AIAC figures show that Canada's aerospace companies recorded sales of around C$20 billion ($14.5 billion) last year, down from C$23 billion the previous year because of the global economic slowdown.

Canada is one of the largest aerospace producers in the world - government department Industry Canada ranks the country third behind the USA and the combined European Union nations.

More than 80% of Canada's aerospace output is exported, with around 80% of sales going across the border to the USA, says Jeff Rochon, assistant director aerospace of Industry Canada.

Rochon says: "Canada's challenge is to open new markets, principally to Europe, as it is not good to be reliant on a [single] client base." Canada is a stepping-stone for European companies seeking to enter US markets, he adds.
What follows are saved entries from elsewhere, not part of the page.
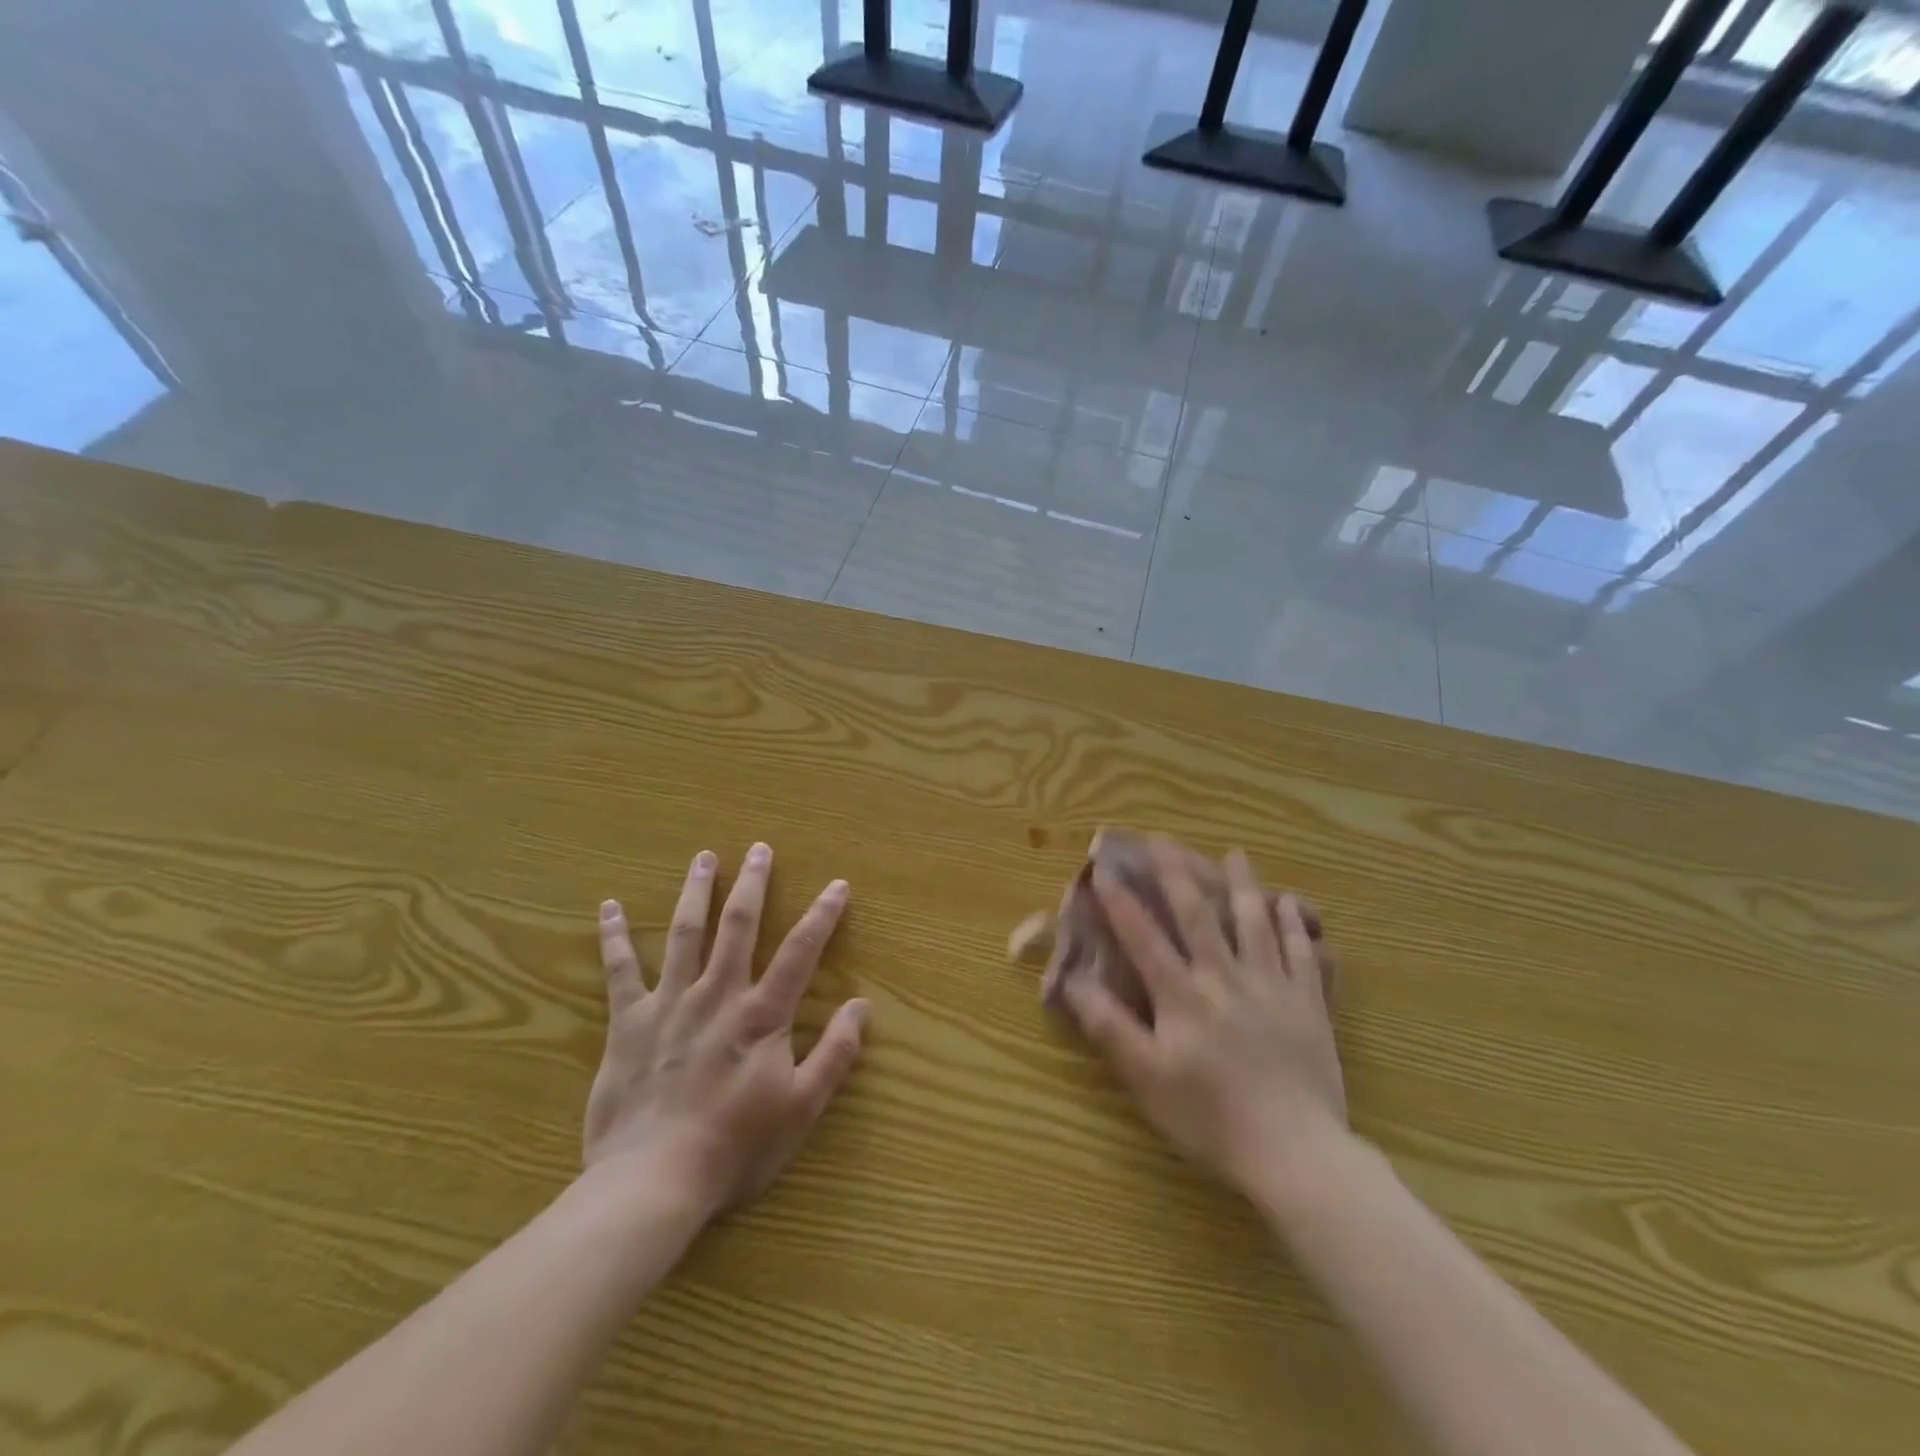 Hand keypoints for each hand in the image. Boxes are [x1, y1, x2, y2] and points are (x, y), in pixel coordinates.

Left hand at [584, 843, 868, 1218]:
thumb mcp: (801, 1108)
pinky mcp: (628, 1022)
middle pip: (739, 926)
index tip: (837, 885)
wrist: (652, 1182)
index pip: (800, 952)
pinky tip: (609, 907)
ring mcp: (669, 1003)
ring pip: (685, 933)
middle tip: (760, 848)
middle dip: (753, 884)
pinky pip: (620, 971)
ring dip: (696, 891)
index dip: (822, 915)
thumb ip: (835, 1054)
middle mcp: (717, 995)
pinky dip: (614, 937)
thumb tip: (861, 1006)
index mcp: (761, 1015)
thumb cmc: (734, 1147)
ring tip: (703, 857)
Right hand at [1059, 847, 1346, 1197]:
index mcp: (1182, 995)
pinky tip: (1290, 905)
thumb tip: (1073, 982)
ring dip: (1243, 885)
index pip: (1144, 937)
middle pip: (1198, 915)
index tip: (1104, 868)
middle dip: (1177, 874)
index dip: (1121, 902)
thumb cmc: (1210, 1118)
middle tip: (1164, 839)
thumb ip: (1109, 1026)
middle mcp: (1224, 978)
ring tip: (1236, 854)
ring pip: (1254, 924)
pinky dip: (1295, 926)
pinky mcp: (1308, 1006)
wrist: (1296, 1153)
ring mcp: (1271, 987)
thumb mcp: (1146, 1078)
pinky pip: (1303, 955) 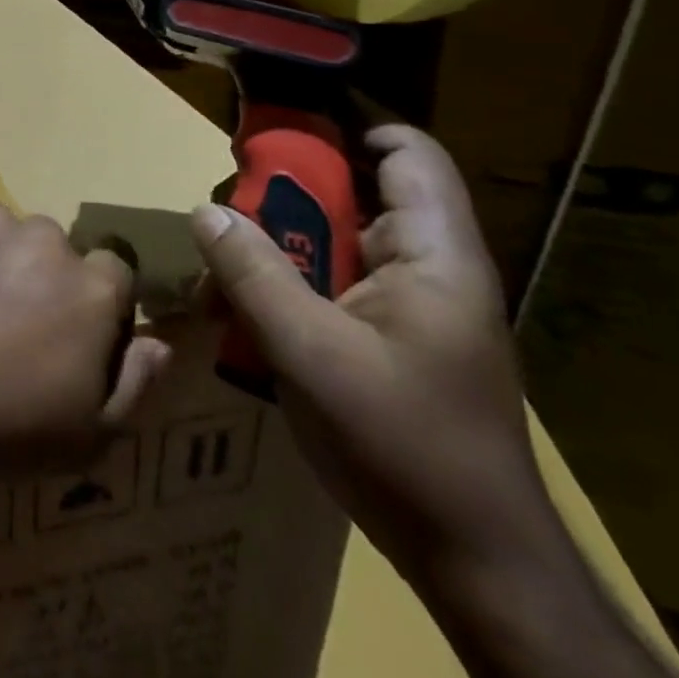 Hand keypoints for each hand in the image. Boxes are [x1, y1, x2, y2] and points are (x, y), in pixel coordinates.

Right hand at [188, 125, 554, 583]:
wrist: (473, 562)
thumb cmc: (405, 446)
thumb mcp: (312, 353)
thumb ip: (254, 273)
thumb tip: (205, 208)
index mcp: (433, 255)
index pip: (407, 153)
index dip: (350, 121)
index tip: (277, 115)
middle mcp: (424, 267)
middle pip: (357, 189)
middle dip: (287, 184)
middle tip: (224, 189)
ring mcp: (404, 304)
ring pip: (334, 236)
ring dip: (276, 236)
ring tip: (218, 245)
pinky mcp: (382, 335)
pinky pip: (326, 280)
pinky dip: (282, 277)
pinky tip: (238, 297) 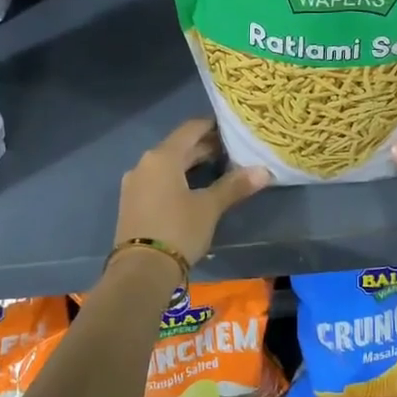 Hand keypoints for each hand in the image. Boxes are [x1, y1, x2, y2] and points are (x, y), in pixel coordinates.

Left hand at [114, 120, 271, 265]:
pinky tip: (194, 189)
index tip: (233, 128)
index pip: (191, 128)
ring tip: (219, 168)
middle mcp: (145, 163)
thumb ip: (234, 186)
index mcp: (163, 157)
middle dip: (205, 147)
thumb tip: (264, 171)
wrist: (140, 270)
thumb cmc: (178, 230)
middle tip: (233, 150)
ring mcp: (135, 183)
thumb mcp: (209, 207)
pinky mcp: (132, 202)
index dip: (213, 126)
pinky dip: (177, 178)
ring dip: (191, 163)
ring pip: (168, 164)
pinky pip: (158, 180)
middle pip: (179, 146) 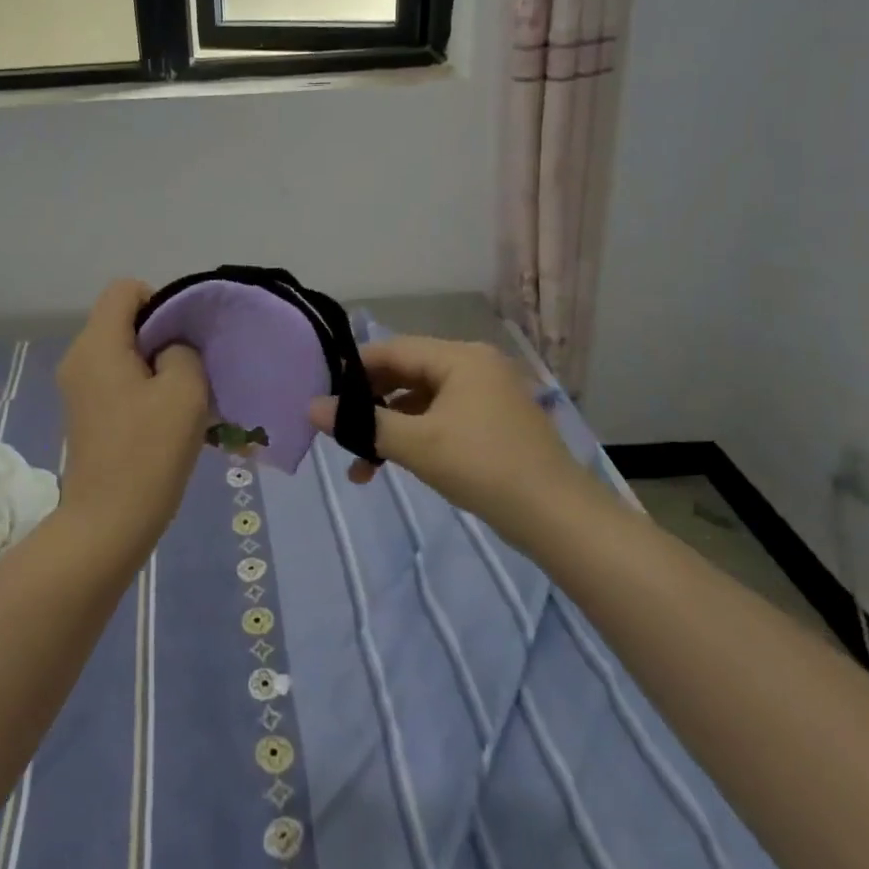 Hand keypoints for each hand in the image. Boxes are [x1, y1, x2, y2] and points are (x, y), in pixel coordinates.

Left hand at [56, 280, 209, 543]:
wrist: (108, 522)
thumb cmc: (148, 452)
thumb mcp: (184, 391)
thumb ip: (182, 351)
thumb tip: (170, 350)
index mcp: (97, 343)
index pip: (125, 288)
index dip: (160, 301)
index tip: (183, 338)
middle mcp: (79, 357)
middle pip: (123, 319)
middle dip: (161, 335)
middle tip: (191, 369)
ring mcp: (77, 387)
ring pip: (122, 352)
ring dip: (155, 365)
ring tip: (182, 397)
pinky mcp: (84, 413)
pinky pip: (115, 379)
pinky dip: (141, 387)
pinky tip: (164, 419)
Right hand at [307, 336, 588, 526]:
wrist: (557, 517)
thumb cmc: (483, 467)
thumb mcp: (416, 444)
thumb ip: (362, 423)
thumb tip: (312, 407)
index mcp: (460, 357)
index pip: (392, 350)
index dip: (353, 370)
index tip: (322, 393)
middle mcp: (473, 366)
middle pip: (405, 375)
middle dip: (369, 407)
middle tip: (338, 432)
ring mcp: (485, 396)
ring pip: (419, 402)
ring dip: (388, 429)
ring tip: (359, 466)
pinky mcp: (490, 424)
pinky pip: (439, 420)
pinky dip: (413, 439)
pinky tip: (391, 466) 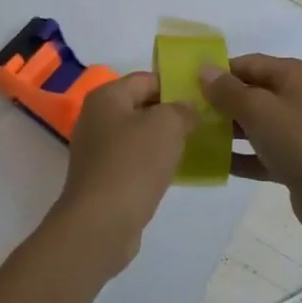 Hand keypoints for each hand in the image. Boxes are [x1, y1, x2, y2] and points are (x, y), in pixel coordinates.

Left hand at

Industry Canada believes more research and development spending is essential to maintain and improve Canadian competitiveness. The ministry aims to rise from fifteenth to fifth in the league of R&D expenditure, according to Rochon. He says that Canada offers attractive research and development incentives, among them the Technology Partnerships Canada scheme, which allows the government to become a risk-sharing partner in technology acquisition.

The World Trade Organisation criticised the scheme in its 2001 rulings on the regional-jet subsidies row between Brazil and Canada, but Rochon says it has now been altered to cover only pre-competitive and non-product-specific R&D.

Ron Kane, AIAC vice-president policy and research, says Canada's aerospace industry includes many small and medium-sized enterprises, which find it more difficult to compete in today's procurement environment.

Original equipment manufacturers previously acquired components from hundreds of suppliers, but are now depending on fewer suppliers delivering large finished components and complete systems, such as undercarriages already fitted with wheels, brakes and ancillary equipment.

But to compete successfully, companies need to have a critical mass to manage and afford such participation in programmes. Kane hopes that some of the smaller companies can merge "to get them more globally competitive".